Assigned task ->
All that is needed is a count of the lines in this data that contain the word "Cemmaes".

Dataset records ->
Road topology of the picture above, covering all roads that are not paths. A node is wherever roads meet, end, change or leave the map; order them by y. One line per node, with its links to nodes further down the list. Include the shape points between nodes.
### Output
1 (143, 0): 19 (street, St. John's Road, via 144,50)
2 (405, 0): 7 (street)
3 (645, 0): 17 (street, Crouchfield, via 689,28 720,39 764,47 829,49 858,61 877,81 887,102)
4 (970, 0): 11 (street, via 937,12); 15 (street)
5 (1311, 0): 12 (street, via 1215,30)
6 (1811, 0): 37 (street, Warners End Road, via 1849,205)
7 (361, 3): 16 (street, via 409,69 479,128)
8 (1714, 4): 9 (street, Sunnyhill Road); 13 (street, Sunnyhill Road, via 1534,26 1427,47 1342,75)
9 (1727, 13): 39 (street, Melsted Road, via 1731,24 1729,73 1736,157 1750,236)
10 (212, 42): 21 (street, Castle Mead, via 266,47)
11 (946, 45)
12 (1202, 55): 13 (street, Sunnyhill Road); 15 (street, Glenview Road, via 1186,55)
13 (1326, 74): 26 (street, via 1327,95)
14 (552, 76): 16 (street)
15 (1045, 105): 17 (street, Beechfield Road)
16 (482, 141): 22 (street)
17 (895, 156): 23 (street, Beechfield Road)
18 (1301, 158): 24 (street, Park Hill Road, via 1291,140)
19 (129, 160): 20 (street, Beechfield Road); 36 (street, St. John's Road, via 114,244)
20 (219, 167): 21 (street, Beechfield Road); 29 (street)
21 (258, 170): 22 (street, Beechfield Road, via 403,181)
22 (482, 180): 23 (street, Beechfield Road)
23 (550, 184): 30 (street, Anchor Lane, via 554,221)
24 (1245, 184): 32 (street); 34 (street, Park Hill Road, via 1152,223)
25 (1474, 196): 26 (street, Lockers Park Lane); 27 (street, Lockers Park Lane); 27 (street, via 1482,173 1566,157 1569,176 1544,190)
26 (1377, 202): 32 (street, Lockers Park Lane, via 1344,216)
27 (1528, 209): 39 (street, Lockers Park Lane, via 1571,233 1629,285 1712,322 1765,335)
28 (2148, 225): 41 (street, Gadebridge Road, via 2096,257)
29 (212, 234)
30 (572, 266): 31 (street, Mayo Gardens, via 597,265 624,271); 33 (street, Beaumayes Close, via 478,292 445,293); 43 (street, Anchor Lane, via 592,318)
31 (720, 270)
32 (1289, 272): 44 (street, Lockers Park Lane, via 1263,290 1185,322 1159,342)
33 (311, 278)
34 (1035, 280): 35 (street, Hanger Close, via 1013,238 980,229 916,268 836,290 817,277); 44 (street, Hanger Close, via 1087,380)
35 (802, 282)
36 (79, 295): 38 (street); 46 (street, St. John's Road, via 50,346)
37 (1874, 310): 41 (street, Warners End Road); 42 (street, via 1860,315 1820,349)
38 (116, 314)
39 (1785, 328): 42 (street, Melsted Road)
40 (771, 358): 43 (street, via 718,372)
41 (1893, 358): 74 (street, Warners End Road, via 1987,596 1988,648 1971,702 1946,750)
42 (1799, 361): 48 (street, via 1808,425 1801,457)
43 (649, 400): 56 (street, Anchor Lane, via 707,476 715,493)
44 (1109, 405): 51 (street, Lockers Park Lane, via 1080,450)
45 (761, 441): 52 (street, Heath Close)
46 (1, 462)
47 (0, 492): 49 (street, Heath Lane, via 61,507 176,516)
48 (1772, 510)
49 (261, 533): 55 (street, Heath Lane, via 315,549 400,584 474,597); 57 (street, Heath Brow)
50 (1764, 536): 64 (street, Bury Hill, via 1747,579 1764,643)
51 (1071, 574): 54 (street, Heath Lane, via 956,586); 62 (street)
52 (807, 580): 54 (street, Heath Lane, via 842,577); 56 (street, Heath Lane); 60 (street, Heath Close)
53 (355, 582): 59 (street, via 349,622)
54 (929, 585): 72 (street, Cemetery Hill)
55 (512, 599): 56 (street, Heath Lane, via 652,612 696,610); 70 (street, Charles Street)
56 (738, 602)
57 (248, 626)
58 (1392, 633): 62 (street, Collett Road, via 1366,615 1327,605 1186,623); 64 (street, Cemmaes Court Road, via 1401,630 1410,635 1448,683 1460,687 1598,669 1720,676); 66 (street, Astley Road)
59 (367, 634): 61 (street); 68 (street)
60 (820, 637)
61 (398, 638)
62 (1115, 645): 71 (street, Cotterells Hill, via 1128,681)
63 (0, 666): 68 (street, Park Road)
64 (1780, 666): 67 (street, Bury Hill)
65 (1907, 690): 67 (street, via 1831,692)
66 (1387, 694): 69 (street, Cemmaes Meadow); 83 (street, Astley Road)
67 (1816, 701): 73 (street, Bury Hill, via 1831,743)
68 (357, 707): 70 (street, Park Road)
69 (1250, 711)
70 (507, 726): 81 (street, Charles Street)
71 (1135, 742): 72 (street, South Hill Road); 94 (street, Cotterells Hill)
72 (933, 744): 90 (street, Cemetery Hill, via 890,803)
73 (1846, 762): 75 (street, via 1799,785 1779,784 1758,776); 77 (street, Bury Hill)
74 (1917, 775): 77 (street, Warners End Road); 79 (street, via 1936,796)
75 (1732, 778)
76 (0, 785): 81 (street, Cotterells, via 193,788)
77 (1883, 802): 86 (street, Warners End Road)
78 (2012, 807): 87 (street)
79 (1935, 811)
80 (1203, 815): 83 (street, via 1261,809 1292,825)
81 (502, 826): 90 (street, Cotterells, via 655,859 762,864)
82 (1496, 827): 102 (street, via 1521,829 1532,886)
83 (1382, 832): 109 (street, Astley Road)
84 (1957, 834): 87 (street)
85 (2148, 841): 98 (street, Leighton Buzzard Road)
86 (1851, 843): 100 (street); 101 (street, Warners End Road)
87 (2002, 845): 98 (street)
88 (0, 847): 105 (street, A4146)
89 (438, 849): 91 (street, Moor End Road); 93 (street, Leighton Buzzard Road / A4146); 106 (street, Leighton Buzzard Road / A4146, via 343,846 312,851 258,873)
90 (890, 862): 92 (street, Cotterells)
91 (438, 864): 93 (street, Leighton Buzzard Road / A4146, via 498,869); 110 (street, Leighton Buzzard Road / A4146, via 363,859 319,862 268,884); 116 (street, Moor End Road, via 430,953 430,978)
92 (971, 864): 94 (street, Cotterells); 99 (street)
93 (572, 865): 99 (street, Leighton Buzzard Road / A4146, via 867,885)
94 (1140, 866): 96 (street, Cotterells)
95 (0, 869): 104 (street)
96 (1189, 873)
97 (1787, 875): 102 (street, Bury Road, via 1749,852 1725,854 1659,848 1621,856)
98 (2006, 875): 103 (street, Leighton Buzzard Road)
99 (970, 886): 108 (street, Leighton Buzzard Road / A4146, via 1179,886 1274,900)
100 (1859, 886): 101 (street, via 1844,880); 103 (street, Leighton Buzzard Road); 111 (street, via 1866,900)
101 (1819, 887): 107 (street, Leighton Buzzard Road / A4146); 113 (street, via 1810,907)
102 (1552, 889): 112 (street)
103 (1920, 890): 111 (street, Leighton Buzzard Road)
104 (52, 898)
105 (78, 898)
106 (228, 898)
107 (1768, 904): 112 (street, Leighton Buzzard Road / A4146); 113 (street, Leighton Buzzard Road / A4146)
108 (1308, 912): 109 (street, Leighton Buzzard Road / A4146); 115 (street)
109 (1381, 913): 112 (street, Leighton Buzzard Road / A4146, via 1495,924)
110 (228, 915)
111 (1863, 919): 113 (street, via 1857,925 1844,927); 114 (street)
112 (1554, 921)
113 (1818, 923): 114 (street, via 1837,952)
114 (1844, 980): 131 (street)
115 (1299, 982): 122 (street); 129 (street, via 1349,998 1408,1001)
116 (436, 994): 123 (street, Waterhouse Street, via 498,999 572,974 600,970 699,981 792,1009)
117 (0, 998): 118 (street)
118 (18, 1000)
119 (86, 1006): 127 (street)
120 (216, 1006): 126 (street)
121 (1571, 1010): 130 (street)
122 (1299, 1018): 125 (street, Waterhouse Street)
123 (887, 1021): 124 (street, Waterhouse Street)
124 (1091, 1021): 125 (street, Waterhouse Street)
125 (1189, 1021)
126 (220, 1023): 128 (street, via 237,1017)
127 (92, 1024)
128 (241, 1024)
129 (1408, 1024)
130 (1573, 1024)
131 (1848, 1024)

Your solution ->
2